README.md

[![Build Status](https://travis-ci.org/hammerlab/mhcflurry.svg?branch=master)](https://travis-ci.org/hammerlab/mhcflurry) [![Coverage Status](https://coveralls.io/repos/github/hammerlab/mhcflurry/badge.svg?branch=master)](https://coveralls.io/github/hammerlab/mhcflurry?branch=master)

# mhcflurry
Open source neural network models for peptide-MHC binding affinity prediction

The [adaptive immune system](https://en.wikipedia.org/wiki/Adaptive_immune_system)
depends on the presentation of protein fragments by [MHC](https://en.wikipedia.org/wiki/Major_histocompatibility_complex)
molecules. Machine learning models of this interaction are used in studies of
infectious diseases, autoimmune diseases, vaccine development, and cancer
immunotherapy.

MHCflurry supports Class I peptide/MHC binding affinity prediction using
ensembles of allele-specific models. You can fit MHCflurry models to your own data or download models that we fit to data from
[IEDB](http://www.iedb.org/home_v3.php) and [Kim 2014](http://bmcbioinformatics.biomedcentral.com/articles/10.1186/1471-2105-15-241).
Our combined dataset is available for download [here](https://github.com/hammerlab/mhcflurry/releases/download/pre-1.0.0-alpha/data_curated.tar.bz2).

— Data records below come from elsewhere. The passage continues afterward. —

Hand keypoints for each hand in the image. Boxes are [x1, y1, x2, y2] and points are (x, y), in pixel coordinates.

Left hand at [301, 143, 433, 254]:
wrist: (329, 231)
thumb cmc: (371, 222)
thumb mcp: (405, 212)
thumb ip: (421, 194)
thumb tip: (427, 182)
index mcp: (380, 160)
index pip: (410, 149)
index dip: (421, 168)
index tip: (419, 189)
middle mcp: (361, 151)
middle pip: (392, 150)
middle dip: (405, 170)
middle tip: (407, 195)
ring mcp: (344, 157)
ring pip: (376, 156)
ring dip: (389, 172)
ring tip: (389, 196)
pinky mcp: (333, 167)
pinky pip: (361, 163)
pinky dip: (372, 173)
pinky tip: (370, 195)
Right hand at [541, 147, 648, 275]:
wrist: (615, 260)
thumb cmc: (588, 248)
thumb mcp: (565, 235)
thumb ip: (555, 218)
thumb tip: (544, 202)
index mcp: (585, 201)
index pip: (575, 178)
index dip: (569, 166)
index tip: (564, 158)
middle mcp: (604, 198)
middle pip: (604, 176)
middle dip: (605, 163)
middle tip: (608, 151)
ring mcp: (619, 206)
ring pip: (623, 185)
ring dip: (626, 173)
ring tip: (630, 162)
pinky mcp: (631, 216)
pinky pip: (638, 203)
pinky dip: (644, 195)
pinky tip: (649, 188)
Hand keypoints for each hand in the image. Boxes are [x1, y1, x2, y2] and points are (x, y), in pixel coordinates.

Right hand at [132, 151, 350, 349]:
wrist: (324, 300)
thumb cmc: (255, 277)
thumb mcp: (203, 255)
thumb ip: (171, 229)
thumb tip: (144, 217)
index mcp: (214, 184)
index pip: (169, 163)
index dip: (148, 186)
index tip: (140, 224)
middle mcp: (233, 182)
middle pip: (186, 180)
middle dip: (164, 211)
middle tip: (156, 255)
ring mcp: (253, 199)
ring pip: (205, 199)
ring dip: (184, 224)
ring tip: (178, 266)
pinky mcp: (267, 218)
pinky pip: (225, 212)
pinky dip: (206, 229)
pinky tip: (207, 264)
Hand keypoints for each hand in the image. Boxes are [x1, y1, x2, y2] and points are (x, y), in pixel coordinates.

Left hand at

We are working on a performance comparison of these models with other predictors
such as netMHCpan, which we plan to make available soon.

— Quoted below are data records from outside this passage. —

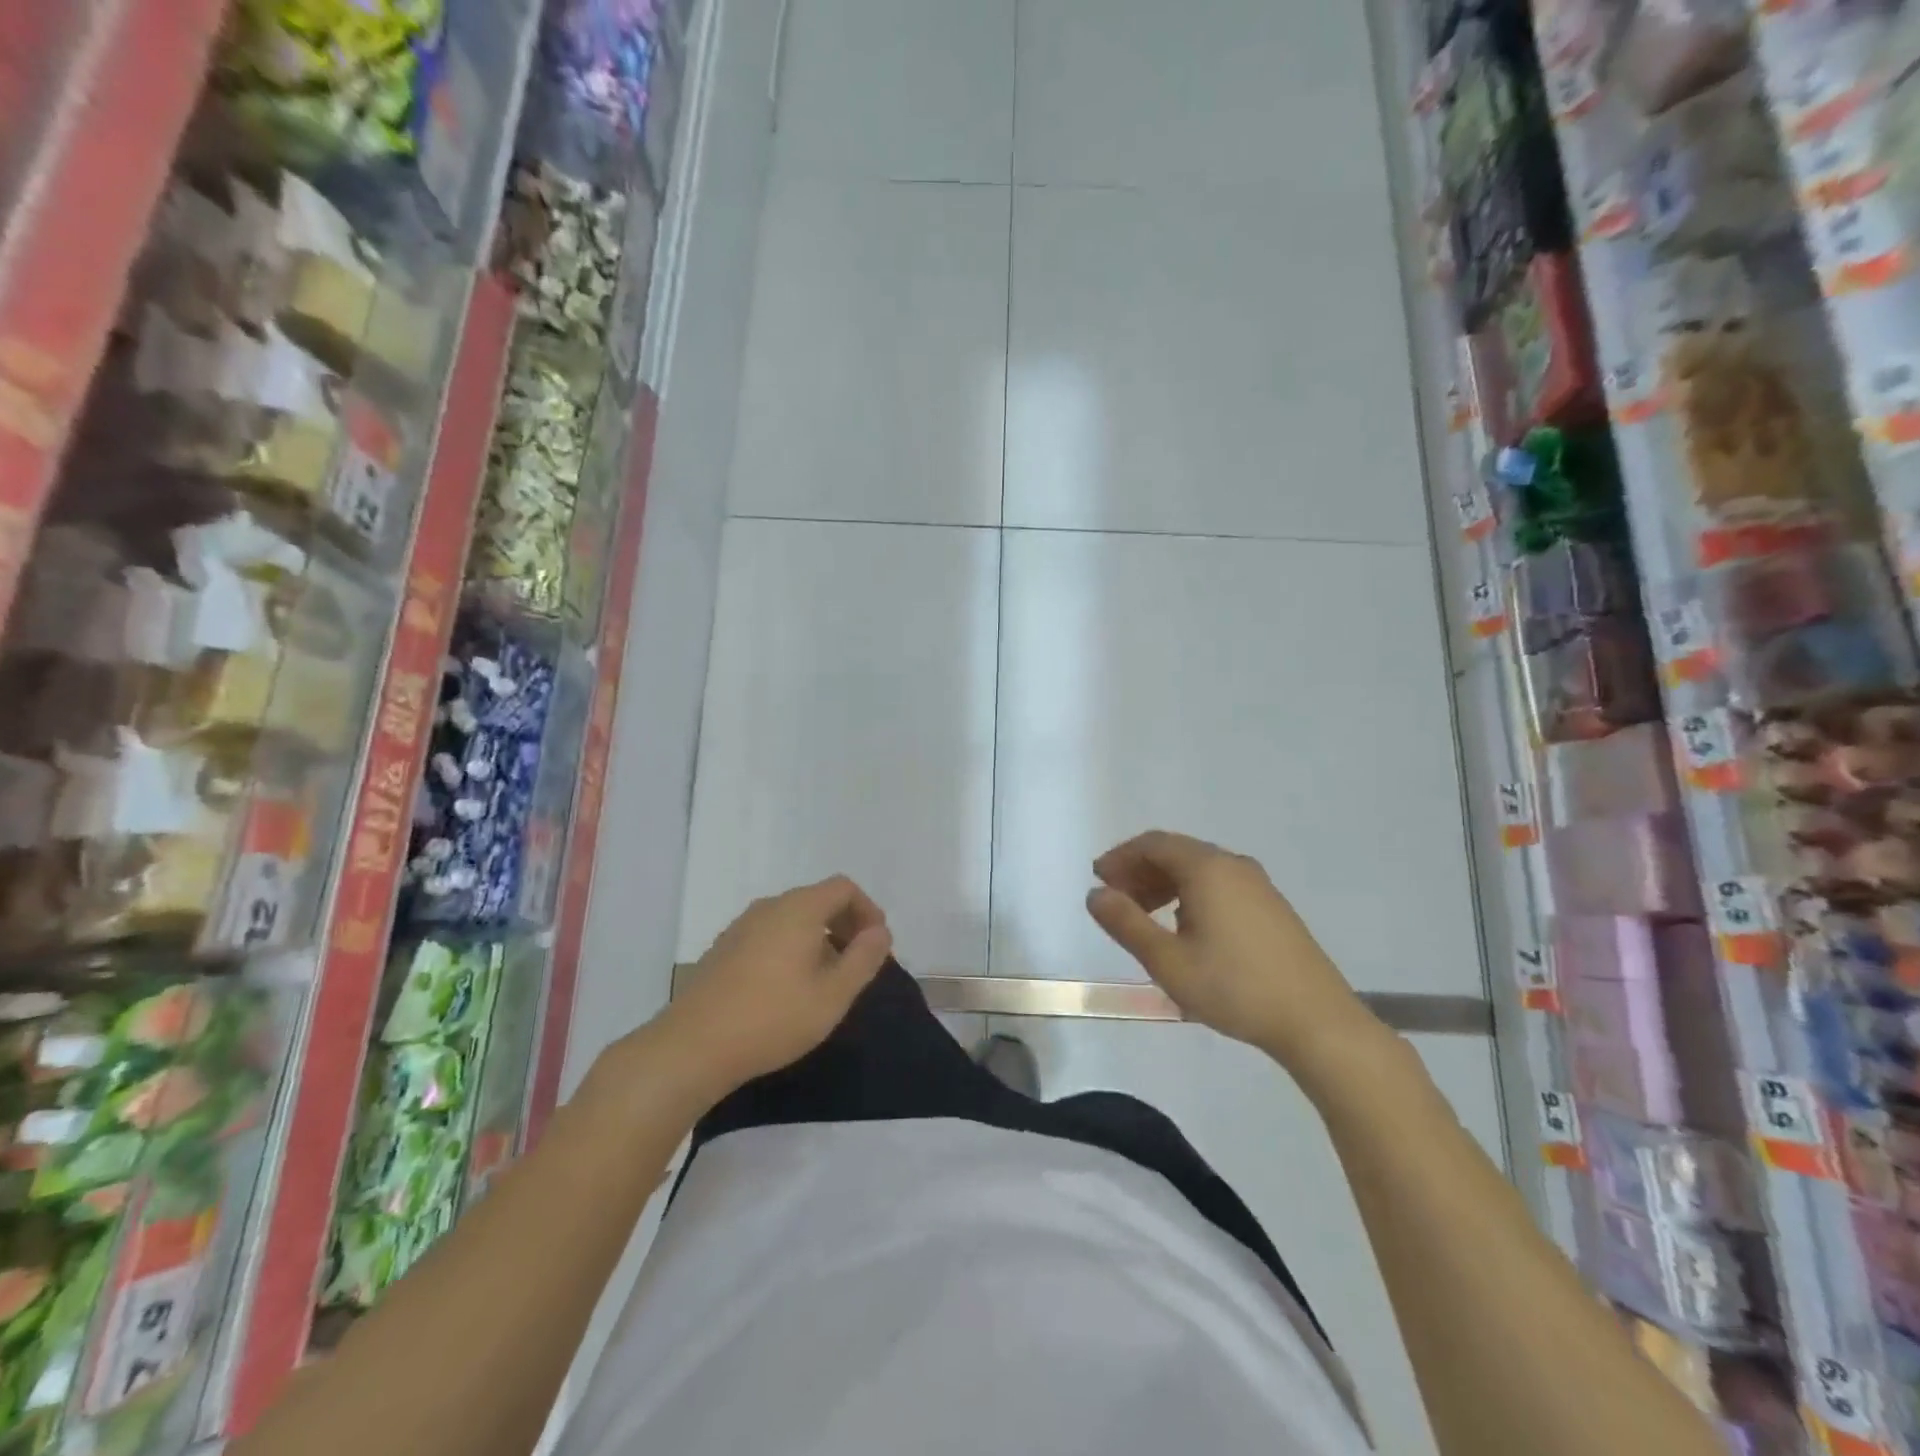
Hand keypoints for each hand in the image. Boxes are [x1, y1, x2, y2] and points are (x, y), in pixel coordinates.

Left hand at [652, 876, 893, 1103]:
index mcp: (798, 909)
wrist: (691, 1047)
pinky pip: (769, 934)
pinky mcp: (723, 949)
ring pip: (791, 918)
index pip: (843, 888)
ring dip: (817, 938)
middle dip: (845, 925)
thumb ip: (863, 958)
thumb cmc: (772, 1018)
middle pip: (817, 899)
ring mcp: (741, 926)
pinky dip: (790, 948)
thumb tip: (880, 932)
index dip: (867, 910)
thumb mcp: (833, 995)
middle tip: (855, 964)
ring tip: (824, 980)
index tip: (876, 945)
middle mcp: (768, 907)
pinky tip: (787, 989)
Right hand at [1085, 831, 1390, 1087]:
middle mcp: (1233, 865)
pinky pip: (1219, 884)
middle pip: (1176, 853)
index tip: (1098, 879)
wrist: (1317, 1021)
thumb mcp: (1168, 961)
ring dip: (1164, 883)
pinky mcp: (1272, 907)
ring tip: (1144, 916)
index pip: (1154, 844)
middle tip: (1116, 900)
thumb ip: (1126, 923)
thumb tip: (1095, 894)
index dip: (1121, 857)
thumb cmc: (1234, 988)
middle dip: (1140, 870)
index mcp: (1207, 869)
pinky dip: (1190, 894)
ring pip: (1199, 870)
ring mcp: (1258, 885)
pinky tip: (1184, 927)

Pan-allelic prediction is supported in principle but is not yet performing
accurately. Infrastructure for modeling other aspects of antigen
processing is also implemented but experimental.


## Setup

The MHCflurry predictors are implemented in Python using [keras](https://keras.io).
To configure keras you'll need to set an environment variable in your shell:

```
export KERAS_BACKEND=theano
```

If you're familiar with keras, you may also try using the tensorflow backend. MHCflurry is currently tested using theano, however.
 

Now install the package:

```
pip install mhcflurry
```

Then download our datasets and trained models:

```
mhcflurry-downloads fetch
```

From a checkout you can run the unit tests with:

```
nosetests .
```

## Making predictions from the command-line

```shell
$ mhcflurry-predict --alleles HLA-A0201 HLA-A0301 --peptides SIINFEKL SIINFEKD SIINFEKQ
Predicting for 2 alleles and 3 peptides = 6 predictions
allele,peptide,mhcflurry_prediction
HLA-A0201,SIINFEKL,10672.34765625
HLA-A0201,SIINFEKD,26042.716796875
HLA-A0201,SIINFEKQ,26375.794921875
HLA-A0301,SIINFEKL,25532.703125
HLA-A0301,SIINFEKD,24997.876953125
HLA-A0301,SIINFEKQ,28262.828125
```

You can also specify the input and output as CSV files. Run `mhcflurry-predict -h` for details.


## Making predictions from Python

```python
>>> from mhcflurry import Class1AffinityPredictor
>>> predictor = Class1AffinityPredictor.load()
>>> predictor.predict_to_dataframe(peptides=['SIINFEKL'], allele='A0201')


  allele   peptide   prediction  prediction_low  prediction_high
  A0201  SIINFEKL  6029.084473     4474.103253      7771.297702
```

The predictions returned are affinities (KD) in nM. The `prediction_low` and
`prediction_high` fields give the 5-95 percentile predictions across the models 
in the ensemble.

## Training your own models

See the [class1_allele_specific_models.ipynb](https://github.com/hammerlab/mhcflurry/blob/master/examples/class1_allele_specific_models.ipynb)
notebook for an overview of the Python API.


## Details on the downloadable models

An ensemble of eight single-allele models was trained for each allele with at least
100 measurements in the training set (118 alleles). The models were trained on a
random 80% sample of the data for the allele and the remaining 20% was used for
early stopping. All models use the same [architecture](downloads-generation/models_class1/hyperparameters.json). The
predictions are taken to be the geometric mean of the nM binding affinity
predictions of the individual models. The training script is [here](downloads-generation/models_class1/GENERATE.sh).

## Environment variables

The path where MHCflurry looks for model weights and data can be set with the `MHCFLURRY_DOWNLOADS_DIR` environment variable. This directory should contain subdirectories like "models_class1".